Data records
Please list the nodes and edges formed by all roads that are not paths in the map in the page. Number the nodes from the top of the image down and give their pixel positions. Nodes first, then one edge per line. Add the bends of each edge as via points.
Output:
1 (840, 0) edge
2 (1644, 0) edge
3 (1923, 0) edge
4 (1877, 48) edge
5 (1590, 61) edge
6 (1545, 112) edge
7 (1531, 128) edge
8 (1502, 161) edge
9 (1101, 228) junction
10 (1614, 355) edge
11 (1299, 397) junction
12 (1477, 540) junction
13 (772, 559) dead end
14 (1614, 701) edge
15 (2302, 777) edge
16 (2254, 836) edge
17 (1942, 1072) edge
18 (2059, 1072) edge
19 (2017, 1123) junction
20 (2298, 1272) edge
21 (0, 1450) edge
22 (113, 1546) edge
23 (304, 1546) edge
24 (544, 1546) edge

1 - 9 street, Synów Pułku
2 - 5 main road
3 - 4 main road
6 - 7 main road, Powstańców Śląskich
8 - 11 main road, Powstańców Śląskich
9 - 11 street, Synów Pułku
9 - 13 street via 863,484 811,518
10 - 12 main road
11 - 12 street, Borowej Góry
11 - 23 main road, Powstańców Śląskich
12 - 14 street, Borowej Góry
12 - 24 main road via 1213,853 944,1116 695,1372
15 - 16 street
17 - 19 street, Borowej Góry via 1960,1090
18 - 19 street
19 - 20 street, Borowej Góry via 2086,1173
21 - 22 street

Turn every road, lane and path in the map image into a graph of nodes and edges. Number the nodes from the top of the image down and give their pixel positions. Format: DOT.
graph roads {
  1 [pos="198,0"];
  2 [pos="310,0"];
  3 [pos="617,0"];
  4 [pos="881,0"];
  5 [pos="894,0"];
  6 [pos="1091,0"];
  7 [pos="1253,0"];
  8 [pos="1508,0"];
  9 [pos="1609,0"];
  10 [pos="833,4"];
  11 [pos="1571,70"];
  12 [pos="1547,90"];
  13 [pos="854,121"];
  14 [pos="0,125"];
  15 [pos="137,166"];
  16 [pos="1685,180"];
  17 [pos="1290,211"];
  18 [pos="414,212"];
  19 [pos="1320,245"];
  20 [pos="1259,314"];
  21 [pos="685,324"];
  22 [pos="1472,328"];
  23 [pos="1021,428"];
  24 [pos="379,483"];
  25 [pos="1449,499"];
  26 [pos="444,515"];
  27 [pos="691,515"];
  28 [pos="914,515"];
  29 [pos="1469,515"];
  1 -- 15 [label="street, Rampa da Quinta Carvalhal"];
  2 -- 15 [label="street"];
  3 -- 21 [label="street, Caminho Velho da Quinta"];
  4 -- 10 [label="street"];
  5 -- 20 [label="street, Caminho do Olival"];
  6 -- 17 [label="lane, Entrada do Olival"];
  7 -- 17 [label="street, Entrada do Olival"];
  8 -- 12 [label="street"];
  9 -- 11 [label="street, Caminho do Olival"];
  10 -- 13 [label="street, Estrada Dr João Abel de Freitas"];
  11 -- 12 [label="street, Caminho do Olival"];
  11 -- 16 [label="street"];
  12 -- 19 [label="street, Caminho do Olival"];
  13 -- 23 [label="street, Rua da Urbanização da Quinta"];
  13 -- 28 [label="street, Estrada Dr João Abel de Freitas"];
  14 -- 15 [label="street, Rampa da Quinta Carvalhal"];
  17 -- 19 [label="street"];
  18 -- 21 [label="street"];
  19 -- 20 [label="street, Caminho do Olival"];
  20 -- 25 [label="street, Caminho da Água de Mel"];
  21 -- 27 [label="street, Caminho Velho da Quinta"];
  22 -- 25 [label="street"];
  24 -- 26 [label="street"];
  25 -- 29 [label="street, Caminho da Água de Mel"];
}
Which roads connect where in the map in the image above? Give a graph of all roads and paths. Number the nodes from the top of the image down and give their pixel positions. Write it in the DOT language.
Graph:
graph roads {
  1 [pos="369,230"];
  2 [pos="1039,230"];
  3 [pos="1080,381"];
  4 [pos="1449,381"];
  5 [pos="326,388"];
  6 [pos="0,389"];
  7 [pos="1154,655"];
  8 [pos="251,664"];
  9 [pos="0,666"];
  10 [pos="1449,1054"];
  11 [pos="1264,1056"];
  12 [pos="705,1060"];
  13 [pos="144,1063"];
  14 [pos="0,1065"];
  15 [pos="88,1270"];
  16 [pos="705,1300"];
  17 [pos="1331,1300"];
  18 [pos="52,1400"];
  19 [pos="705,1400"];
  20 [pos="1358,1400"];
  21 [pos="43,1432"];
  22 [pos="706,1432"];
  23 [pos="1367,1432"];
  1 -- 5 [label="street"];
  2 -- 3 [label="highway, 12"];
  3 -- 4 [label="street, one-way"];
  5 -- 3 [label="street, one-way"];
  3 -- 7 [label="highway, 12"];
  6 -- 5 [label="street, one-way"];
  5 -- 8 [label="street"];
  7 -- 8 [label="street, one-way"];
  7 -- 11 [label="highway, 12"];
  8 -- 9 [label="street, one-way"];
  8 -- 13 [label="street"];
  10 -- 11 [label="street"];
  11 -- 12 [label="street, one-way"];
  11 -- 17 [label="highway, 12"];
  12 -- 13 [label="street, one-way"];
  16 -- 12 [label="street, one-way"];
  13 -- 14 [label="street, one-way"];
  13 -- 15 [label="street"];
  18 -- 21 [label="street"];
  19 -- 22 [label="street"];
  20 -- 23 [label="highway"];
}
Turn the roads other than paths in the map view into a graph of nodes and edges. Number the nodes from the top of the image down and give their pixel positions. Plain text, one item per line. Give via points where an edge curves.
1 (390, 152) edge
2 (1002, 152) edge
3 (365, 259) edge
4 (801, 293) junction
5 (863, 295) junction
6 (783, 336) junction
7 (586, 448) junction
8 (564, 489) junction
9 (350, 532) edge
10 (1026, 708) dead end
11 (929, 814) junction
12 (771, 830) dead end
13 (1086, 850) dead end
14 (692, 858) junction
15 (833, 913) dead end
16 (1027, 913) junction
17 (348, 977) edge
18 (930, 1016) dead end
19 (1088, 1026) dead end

| INSTRUCTIONS FOR THE TASK |
Copy each record above so that no word or mark differs.

| ANSWER TO THE EXERCISE |
Please list the nodes and edges formed by all roads that are not paths in the map in the page. Number the nodes from the top of the image down and give their pixel positions. Nodes first, then one edge per line. Add the bends of each edge as via points.
Output:
1 (840, 0) edge
2 (1644, 0) edge
3 (1923, 0) edge
4 (1877, 48) edge
5 (1590, 61) edge
6 (1545, 112) edge
7 (1531, 128) edge
8 (1502, 161) edge
9 (1101, 228) junction
10 (1614, 355) edge
11 (1299, 397) junction
12 (1477, 540) junction
13 (772, 559) dead end
14 (1614, 701) edge
15 (2302, 777) edge
16 (2254, 836) edge
17 (1942, 1072) edge
18 (2059, 1072) edge
19 (2017, 1123) junction
20 (2298, 1272) edge
21 (0, 1450) edge
22 (113, 1546) edge
23 (304, 1546) edge
24 (544, 1546) edge

1 - 9 street, Synów Pułku
2 - 5 main road
3 - 4 main road
6 - 7 main road, Powstańców Śląskich
8 - 11 main road, Powstańców Śląskich
9 - 11 street, Synów Pułku
9 - 13 street via 863,484 811,518
10 - 12 main road
11 - 12 street, Borowej Góry
11 - 23 main road, Powstańców Śląskich
12 - 14 street, Borowej Góry
12 - 24 main road via 1213,853 944,1116 695,1372
15 - 16 street
17 - 19 street, Borowej Góry via 1960,1090
18 - 19 street
19 - 20 street, Borowej Góry via 2086,1173
21 - 22 street

Turn every road, lane and path in the map image into a graph of nodes and edges. Number the nodes from the top of the image down and give their pixel positions. Format: DOT.
graph roads {
  1 [pos="198,0"];
  2 [pos="310,0"];
  3 [pos="617,0"];
  4 [pos="881,0"];
  5 [pos="894,0"];
  6 [pos="1091,0"];
  7 [pos="1253,0"];
  8 [pos="1508,0"];
  9 [pos="1609,0"];
  10 [pos="833,4"];
  11 [pos="1571,70"];
  12 [pos="1547,90"];
  13 [pos="854,121"];
  14 [pos="0,125"];
  15 [pos="137,166"];
  16 [pos="1685,180"];
  17 [pos="1290,211"];
  18 [pos="414,212"];
  19 [pos="1320,245"];
  20 [pos="1259,314"];
  21 [pos="685,324"];
  22 [pos="1472,328"];
  23 [pos="1021,428"];
  24 [pos="379,483"];
  25 [pos="1449,499"];
  26 [pos="444,515"];
  27 [pos="691,515"];
  28 [pos="914,515"];
  29 [pos="1469,515"];
  1 -- 15 [label="street, Rampa da Quinta Carvalhal"];
  2 -- 15 [label="street"];
  3 -- 21 [label="street, Caminho Velho da Quinta"];
  4 -- 10 [label="street"];
  5 -- 20 [label="street, Caminho do Olival"];
  6 -- 17 [label="lane, Entrada do Olival"];
  7 -- 17 [label="street, Entrada do Olival"];
  8 -- 12 [label="street"];
  9 -- 11 [label="street, Caminho do Olival"];
  10 -- 13 [label="street, Estrada Dr João Abel de Freitas"];
  11 -- 12 [label="street, Caminho do Olival"];
  11 -- 16 [label="street"];
  12 -- 19 [label="street, Caminho do Olival"];
  13 -- 23 [label="street, Rua da Urbanização da Quinta"];
  13 -- 28 [label="street, Estrada Dr João Abel de Freitas"];
  14 -- 15 [label="street, Rampa da Quinta Carvalhal"];
  17 -- 19 [label="street"];
  18 -- 21 [label="street"];
  19 -- 20 [label="street, Caminho do Olival"];
  20 -- 25 [label="street, Caminho da Água de Mel"];
  21 -- 27 [label="street, Caminho Velho da Quinta"];
  22 -- 25 [label="street"];
  24 -- 26 [label="street"];
  25 -- 29 [label="street, Caminho da Água de Mel"];
}
Which roads connect where in the map in the image above? Give a graph of all roads and paths. Number the nodes from the top of the image down and give their pixel positions. Write it in the DOT language.
Graph:
graph roads {
  1 [pos="369,230"];
  2 [pos="1039,230"];
  3 [pos="1080,381"];
  4 [pos="1449,381"];
  5 [pos="326,388"];
  6 [pos="0,389"];
  7 [pos="1154,655"];
  8 [pos="251,664"];
  9 [pos="0,666"];
  10 [pos="1449,1054"];
  11 [pos="1264,1056"];
  12 [pos="705,1060"];
  13 [pos="144,1063"];
  14 [pos="0,1065"];
  15 [pos="88,1270"];
  16 [pos="705,1300"];
  17 [pos="1331,1300"];
  18 [pos="52,1400"];
  19 [pos="705,1400"];
  20 [pos="1358,1400"];
  21 [pos="43,1432"];
  22 [pos="706,1432"];
  23 [pos="1367,1432"];
  1 -- 5 [label="street"];
  2 -- 3 [label="highway, 12"];
  3 -- 4 [label="street, one-way"];
  5 -- 3 [label="street, one-way"];
  3 -- 7 [label="highway, 12"];
  6 -- 5 [label="street, one-way"];
  5 -- 8 [label="street"];
  7 -- 8 [label="street, one-way"];
  7 -- 11 [label="highway, 12"];
  8 -- 9 [label="street, one-way"];
  8 -- 13 [label="street"];
  10 -- 11 [label="street"];
  11 -- 12 [label="street, one-way"];
  11 -- 17 [label="highway, 12"];
  12 -- 13 [label="street, one-way"];
  16 -- 12 [label="street, one-way"];
  13 -- 14 [label="street, one-way"];
  13 -- 15 [label="street"];
  18 -- 21 [label="street"];
  19 -- 22 [label="street"];
  20 -- 23 [label="highway"];
}
Turn the roads other than paths in the map view into a graph of nodes and edges. Number the nodes from the top of the image down and give their pixel positions. Plain text, one item per line. Give via points where an edge curves.
1 (390, 152) edge
2 (1002, 152) edge
3 (365, 259) edge
4 (801, 293) junction
5 (863, 295) junction
6 (783, 336) junction
7 (586, 448) junction
8 (564, 489) junction
9 (350, 532) edge
10 (1026, 708) dead end
11 (929, 814) junction
12 (771, 830) dead end
13 (1086, 850) dead end
14 (692, 858) junction
15 (833, 913) dead end
16 (1027, 913) junction
17 (348, 977) edge
18 (930, 1016) dead end
19 (1088, 1026) dead end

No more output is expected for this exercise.